February 13, 2024 (Last Updated: February 22, 2024)
two hands holding a gluten free lectin free sourdough loaf and a red dutch oven

Embarking on the journey of baking gluten-free sourdough bread is an adventure that requires patience, a passion for home cooking, a love for authentic food, and a set of tools to help you in the process.

I compiled a comprehensive list of essential equipment and tools to create that perfect, crusty loaf of gluten-free sourdough bread. Let’s dive into the essentials, some of which you might already have in your kitchen and others that might be new additions to your baking arsenal.

To watch the entire process of making a gluten-free sourdough loaf and using most of the tools I highlight below, check out the video at the end of this article.

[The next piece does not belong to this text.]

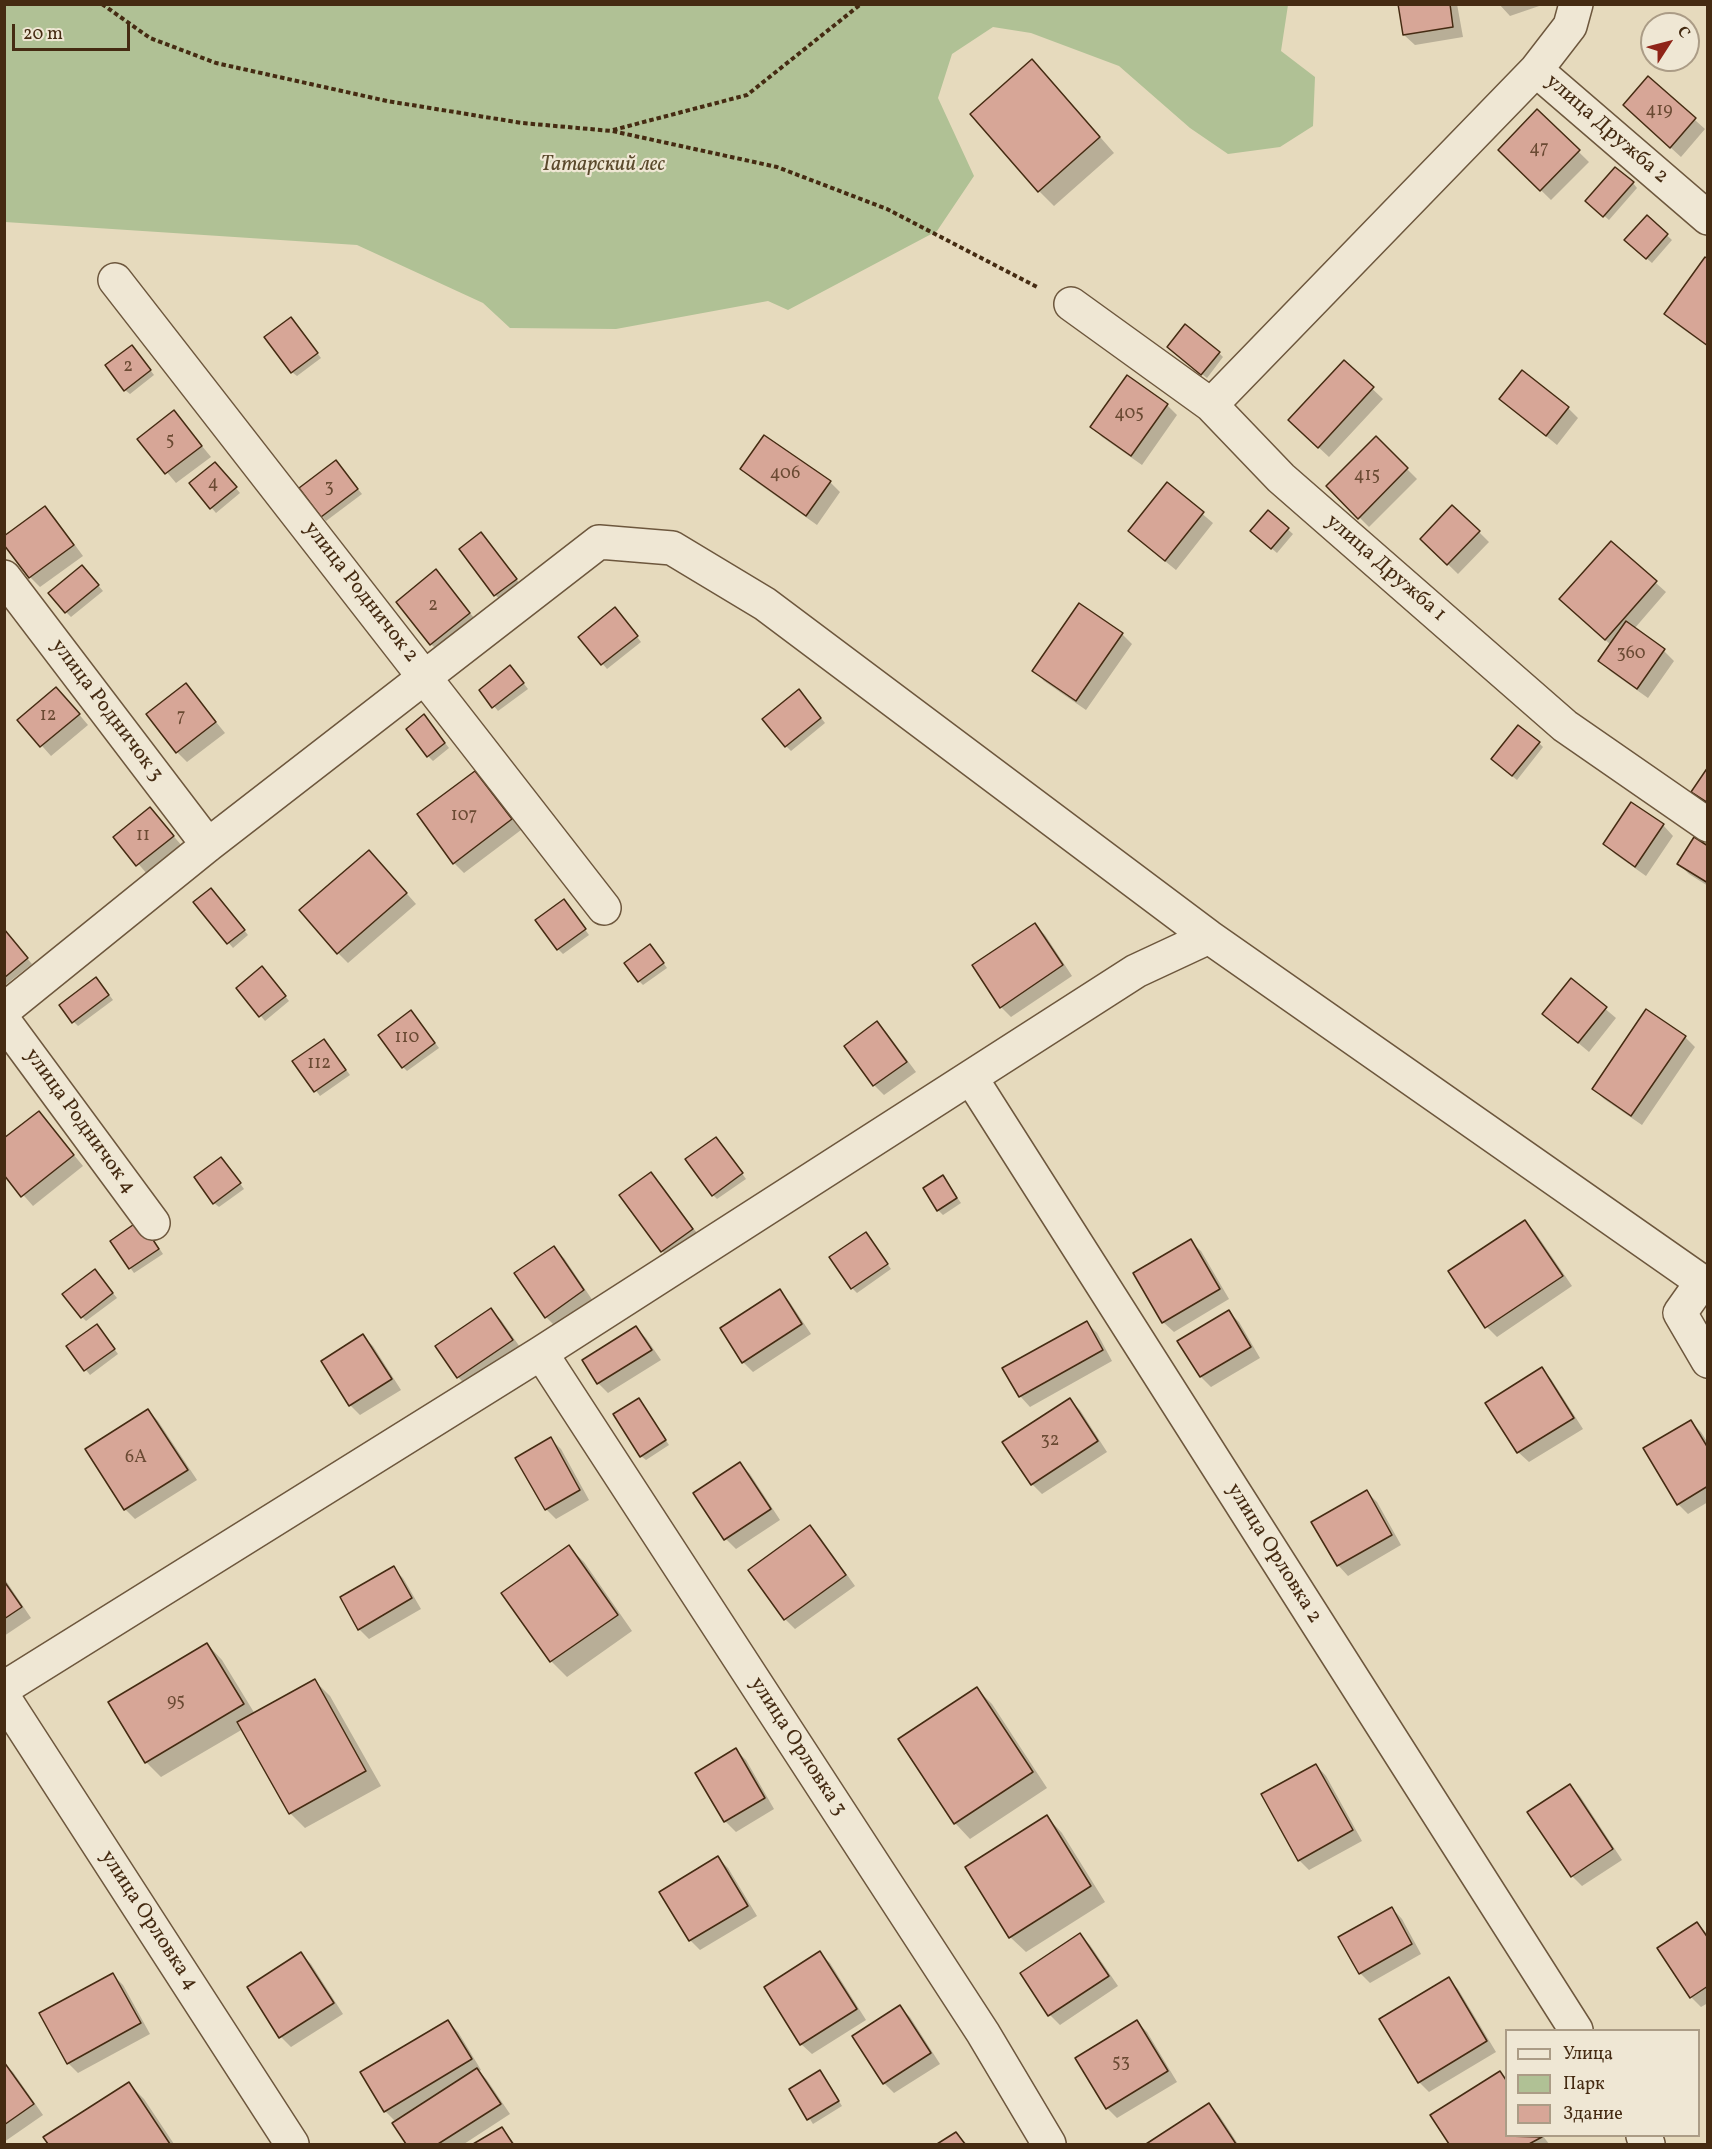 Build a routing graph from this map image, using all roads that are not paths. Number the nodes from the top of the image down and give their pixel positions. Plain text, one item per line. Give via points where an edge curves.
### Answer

My Gluten-Free Sourdough Method

Before we dive into our topic, I wanted to introduce you to my gluten-free sourdough method.

My starter is made of a mix of teff, millet, and sorghum flour, and fruit yeast water. Here you find all the details on how to make this starter, but briefly, this is the process:

  • Step One: I make a fruit yeast water, using spring water and organic blueberries, apple and some organic dry fruit. This process lasts about 6 days but requires minimal handling.
  • Step Two: I mix 100 grams of yeast water with 100 grams of the flour mix and let it ferment for 24 hours at room temperature.
  • Step Three: I use 10 grams of the above mixture, combine with 30-35 grams spring water (depending on how much the flour absorbs), and 35 grams of the three-flour mix, to get a thick paste consistency. This is my starter, which I feed every 12 hours, repeating this same process: carry over 10g of the previous mix in a new, clean jar, and feeding with water and flour. What’s left after feeding is called discard, and I use it to make sourdough discard recipes.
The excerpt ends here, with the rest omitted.